Lalumandier's primary research interests have focused on preventive
treatment of children through fluoride supplements in drinking
water and diet.
From his arrival on the CWRU campus in 1996, Lalumandier has
worked with a number of community organizations, such as the Free
Clinic of Cleveland, to involve students in providing dental care
to patients who otherwise would have little or no access.

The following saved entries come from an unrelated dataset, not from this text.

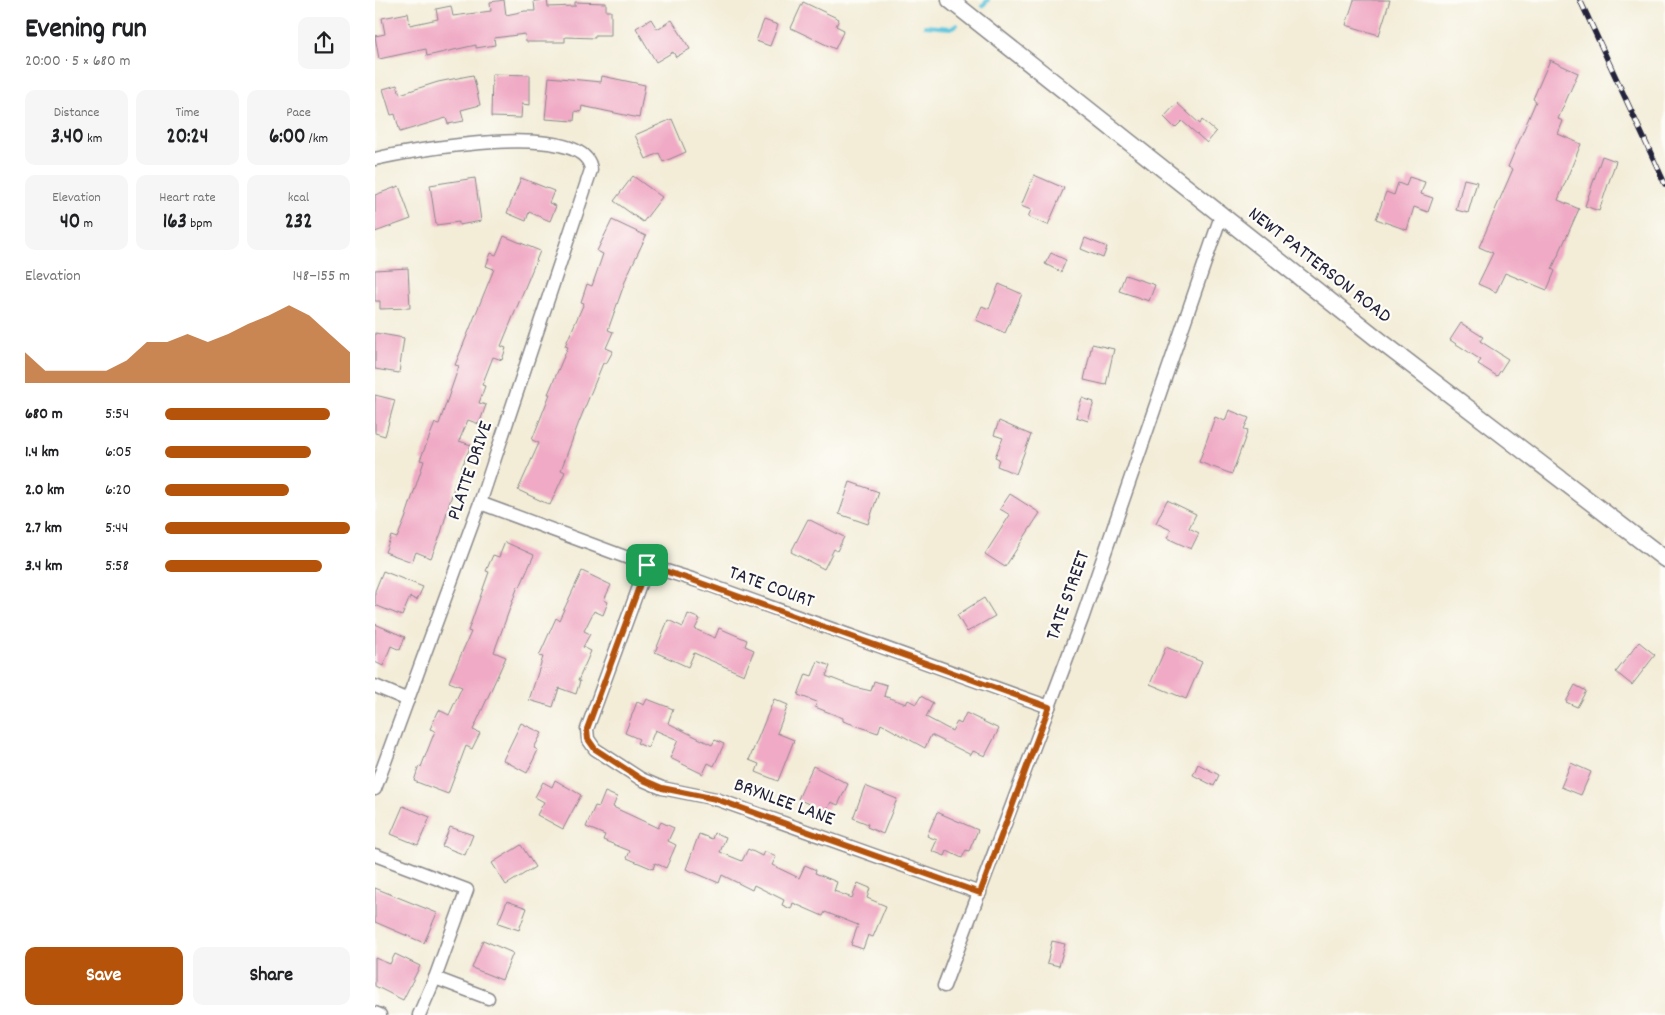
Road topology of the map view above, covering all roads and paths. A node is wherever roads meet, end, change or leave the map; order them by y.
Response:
1 (950, 0) edge
2 (375, 159) edge
3 (1221, 216) junction
4 (480, 503) junction
5 (1665, 559) edge
6 (647, 565) junction
7 (375, 686) edge
8 (408, 700) junction
9 (1049, 707) junction
10 (375, 789) edge
11 (375, 855) edge
12 (980, 893) junction
13 (435, 978) junction
14 (943, 986) dead end
15 (488, 998) dead end
16 (375, 1013) edge
17 (380, 1015) edge
18 (419, 1015) edge

1 - 3 street, NEWT PATTERSON ROAD
2 - 4 street, PLATTE DRIVE
3 - 5 street, NEWT PATTERSON ROAD
3 - 9 street, TATE STREET
4 - 6 street, TATE COURT
4 - 8 street, PLATTE DRIVE
6 - 9 street, TATE COURT
6 - 12 street, BRYNLEE LANE
7 - 8 street
8 - 10 street, PLATTE DRIVE
9 - 12 street, TATE STREET
11 - 13 street
12 - 14 street, TATE STREET
13 - 15 street
13 - 18 street
16 - 17 street

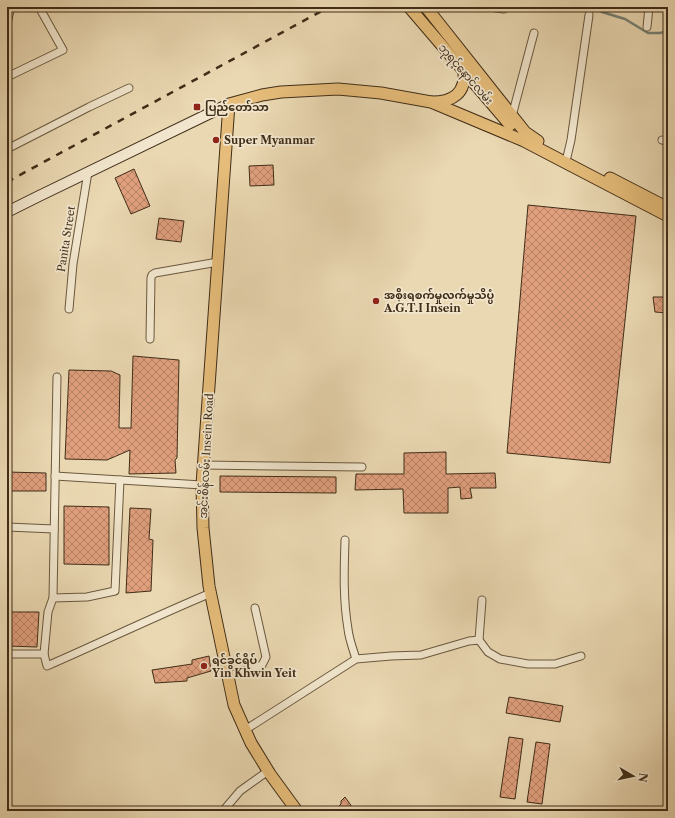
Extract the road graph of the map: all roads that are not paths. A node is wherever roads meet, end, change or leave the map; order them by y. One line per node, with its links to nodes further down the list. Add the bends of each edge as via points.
1 (11, 7): 9 (street)
2 (39, 7): 13 (street, via 63,50)
3 (409, 7): 12 (main road, ဘုရင့်နောင်လမ်း)
4 (426, 7): 17 (main road, ဘုရင့်နောင်လမ်း)
5 (489, 7): 7 (street)
6 (649, 7): 10 (street)
7 (504, 9)
8 (589, 15): 20 (street)
9 (7, 23)
10 (647, 27)
11 (534, 33): 17 (street)
12 (464, 71): 15 (main road, via 465,80 452,99); 18 (main road, ဘုရင့်နောင်လမ်း)
13 (7, 77)
14 (129, 88): 19 (street)
15 (431, 102): 16 (main road, via 338,89 281,92); 18 (main road)
16 (229, 104): 21 (main road); 25 (main road, အင်းစိန်လမ်း Insein Road)
17 (512, 116): 18 (main road, ဘုရင့်နောင်လမ်း)
18 (528, 140): 20 (main road)
19 (7, 150)
20 (566, 160): 22 (main road); 24 (main road)
21 (88, 172): 23 (main road); 26 (street, Panita Street, via 73,264)
22 (668, 208)
23 (7, 212)
24 (668, 216)
25 (218, 262): 27 (street, via 152,275); 29 (main road, အင်းစိန်လမ်း Insein Road)
26 (69, 309)
27 (150, 339)
28 (57, 377): 31 (street)
29 (204, 465): 30 (street); 33 (main road, အင်းစိန်လမ်း Insein Road)
30 (362, 467)
31 (55, 476): 32 (street); 35 (street)
32 (120, 480): 33 (street); 38 (street, via 116,591 87,597)
33 (202, 485): 37 (main road, အင်းစိန်လမ်း Insein Road, via 203,528)
34 (7, 527): 35 (street)
35 (54, 529): 38 (street)
36 (345, 540): 45 (street, via 346,612)
37 (211, 593): 43 (street, via 47,666); 46 (main road, အင်းစိန်လမ်း Insein Road)
38 (53, 598): 43 (street, via 48,612)
39 (482, 600): 41 (street)
40 (255, 608): 46 (street, via 266,657 262,665)
41 (479, 640): 44 (street, via 488,652 500,659 528,664 555,664); 45 (street, via 422,655)
42 (7, 654): 43 (street)
43 (44, 654)
44 (581, 656)
45 (356, 659): 47 (street)
46 (228, 676): 47 (main road, အင်းစိန်လမ်း Insein Road, via 234,705)
47 (245, 730): 48 (main road, အင်းစိန်လမ်း Insein Road)
48 (268, 771): 49 (street, via 240,791); 50 (main road, အင်းစိန်လမ်း Insein Road)
49 (223, 811)
50 (297, 811)

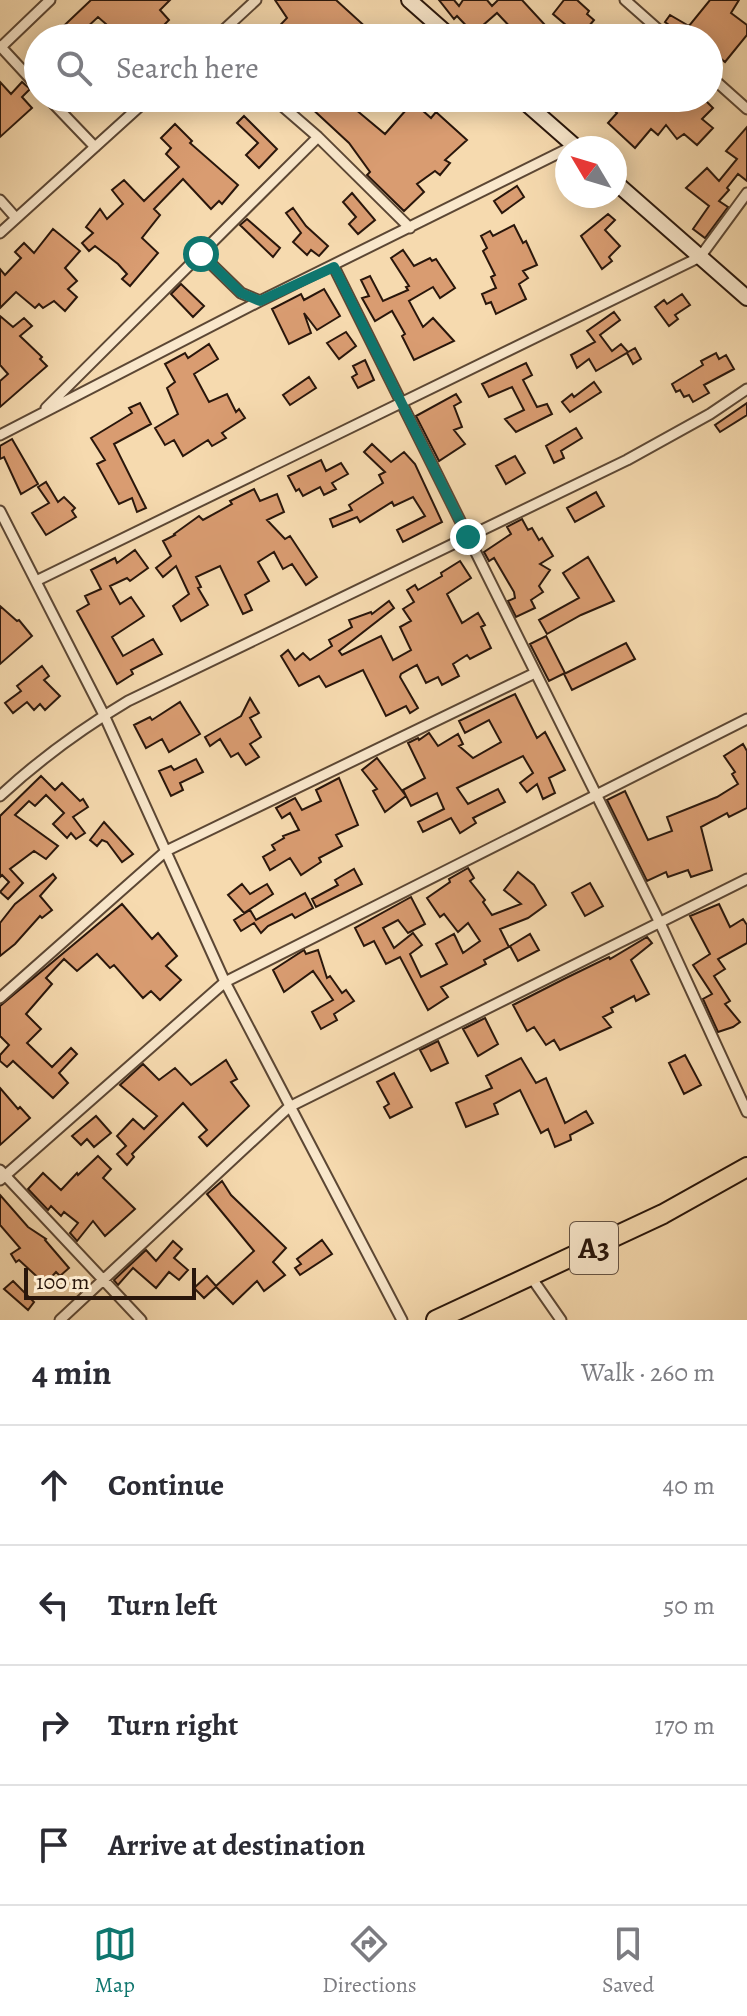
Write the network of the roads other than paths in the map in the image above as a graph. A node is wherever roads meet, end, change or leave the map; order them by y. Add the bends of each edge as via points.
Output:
1 (50, 0) edge
2 (256, 0) edge
3 (409, 0) edge
4 (625, 0) edge
5 (24, 24) edge
6 (24, 24) edge
7 (230, 24) edge
8 (436, 24) edge
9 (652, 24) edge
10 (0, 47) edge
11 (24, 72) edge
12 (723, 88) edge
13 (747, 109) edge
14 (61, 112) edge
15 (134, 112) edge
16 (289, 112) edge
17 (535, 112) edge
18 (560, 136) edge
19 (318, 137) junction
20 (95, 147) junction
21 (555, 156) edge
22 (627, 193) edge
23 (747, 193) edge
24 (0, 200) edge
25 (16, 218) junction
26 (410, 228) junction
27 (0, 233) edge
28 (201, 254) junction
29 (700, 257) junction
30 (334, 267) junction
31 (747, 298) edge
32 (260, 301) junction
33 (747, 389) edge
34 (401, 403) junction
35 (38, 416) junction
36 (0, 435) edge
37 (0, 511) edge
38 (468, 537) junction
39 (36, 581) junction
40 (535, 673) junction
41 (104, 715) junction
42 (747, 719) edge
43 (596, 795) junction
44 (0, 796) edge
45 (166, 851) junction
46 (747, 879) edge
47 (660, 923) junction
48 (225, 982) junction
49 (0, 998) edge
50 (289, 1107) junction
51 (747, 1112) edge
52 (747, 1167) edge
53 (2, 1175) edge
54 (531, 1277) junction
55 (103, 1280) junction
56 (60, 1320) edge
57 (141, 1320) edge
58 (402, 1320) edge
59 (436, 1320) edge
60 (561, 1320) edge

1 - 6 street
2 - 7 street
3 - 8 street
4 - 9 street
5 - 10 street
10 - 11 street
12 - 13 street
14 - 20 street
15 - 20 street
16 - 19 street
17 - 18 street
19 - 26 street
19 - 28 street
20 - 25 street
21 - 26 street
22 - 29 street
23 - 29 street
24 - 25 street
25 - 27 street
26 - 30 street
28 - 32 street via 241,293
28 - 35 street
29 - 31 street
29 - 34 street
30 - 32 street
30 - 34 street
32 - 35 street
33 - 38 street via 627,460
34 - 38 street
34 - 39 street
35 - 36 street
37 - 39 street
38 - 40 street
38 - 41 street
39 - 41 street
40 - 43 street
40 - 45 street
41 - 44 street via 40,759
41 - 45 street
42 - 43 street
43 - 47 street
43 - 48 street
45 - 48 street
45 - 49 street
46 - 47 street
47 - 50 street
47 - 51 street
48 - 50 street
48 - 53 street
50 - 55 street
50 - 58 street
52 - 54 highway, A3
53 - 55 street
54 - 59 highway, A3
54 - 60 street
55 - 56 street
55 - 57 street

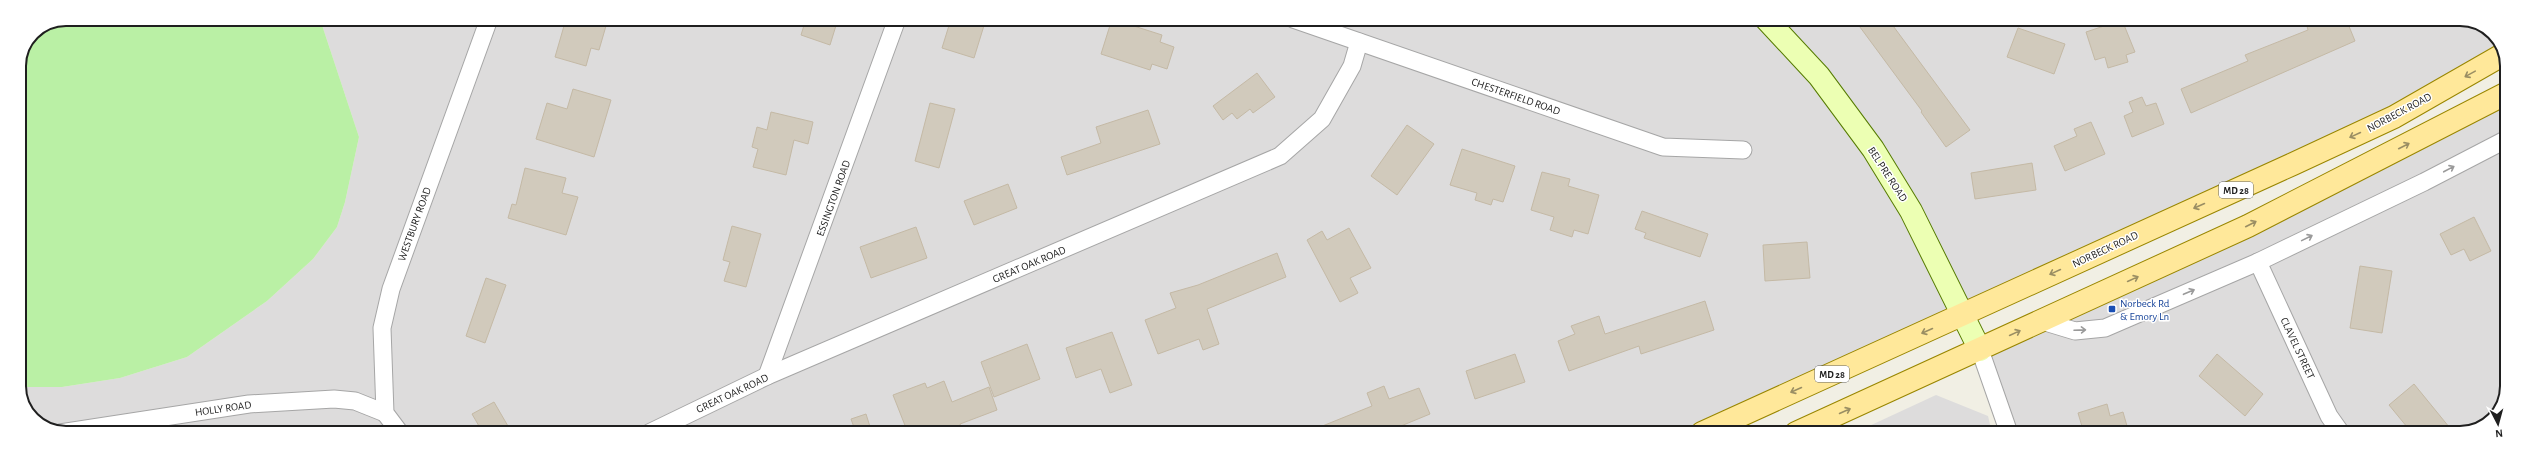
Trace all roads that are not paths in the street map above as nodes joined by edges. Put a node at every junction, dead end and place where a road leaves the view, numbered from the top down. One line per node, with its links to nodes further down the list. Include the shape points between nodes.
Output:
1 (485, 26): 15 (street, WESTBURY ROAD, via 391,289 382,328)
2 (894, 26): 14 (street, ESSINGTON ROAD)
3 (1313, 26): 5 (street, CHESTERFIELD ROAD)
4 (1773, 26): 11 (main road, BEL PRE ROAD, via 1819,76 1873,149 1912,211)
5 (1359, 42): 9 (street, CHESTERFIELD ROAD, via 1663,147); 14 (street, GREAT OAK ROAD, via 1352,66 1322,119 1280,156)
6 (2499, 57): 11 (main road, NORBECK ROAD / MD 28, one-way to 11, via 2394,116)
7 (2500, 97): 12 (main road, one-way to 7, via 2248,226)
8 (2500, 143): 10 (street, one-way to 8)
9 (1743, 150)
10 (2258, 262): 12 (street, one-way to 10, via 2075,331 2105,328); 22 (street, CLAVEL STREET, via 2328,416)
11 (1962, 315): 13 (main road, BEL PRE ROAD); 19 (main road, NORBECK ROAD / MD 28, one-way to 19)
12 (2042, 321): 13 (main road, one-way to 12)
13 (1980, 350): 20 (main road, one-way to 13); 21 (street)
14 (767, 376): 18 (street, GREAT OAK ROAD)
15 (385, 413): 16 (street, HOLLY ROAD, via 355,401 334,399 264,403); 17 (street)
16 (108, 426)
17 (395, 426)
18 (663, 426)
19 (1717, 426)
20 (1812, 426)
21 (2007, 426)
22 (2336, 426)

In 1999, with funding from the St. Luke's Foundation, Lalumandier
combined his interest in preventive dentistry, knowledge of dental
sealant programs and experience placing dental students in community
settings to design and implement a pilot school-based sealant
program in six Cleveland schools. Dental school faculty and students
visited some of the most impoverished Cleveland neighborhoods
to perform on-site dental exams and apply sealant to the teeth
of second and sixth-grade children.
The pilot program was very well-received, so the St. Luke's Foundation
challenged Lalumandier to expand the sealant program district-wide
to all 15,000 second- and sixth- graders and to expand the services
provided to include referral to dentists for additional treatment
and education.
Lalumandier earned a bachelor's degree in biology from St. Anselm
College in 1968. He received his D.D.S. from Georgetown University
in 1973. After serving in the military for 20 years, he completed
a master's of public health program at the University of North
Carolina at Chapel Hill and a public health residency at the Division
of Public Health in Raleigh, N.C. He is one of only 100 board-certified
public health dentists in the United States. Lalumandier also
is a former faculty member at The Ohio State University and worked
at the Ohio Department of Health.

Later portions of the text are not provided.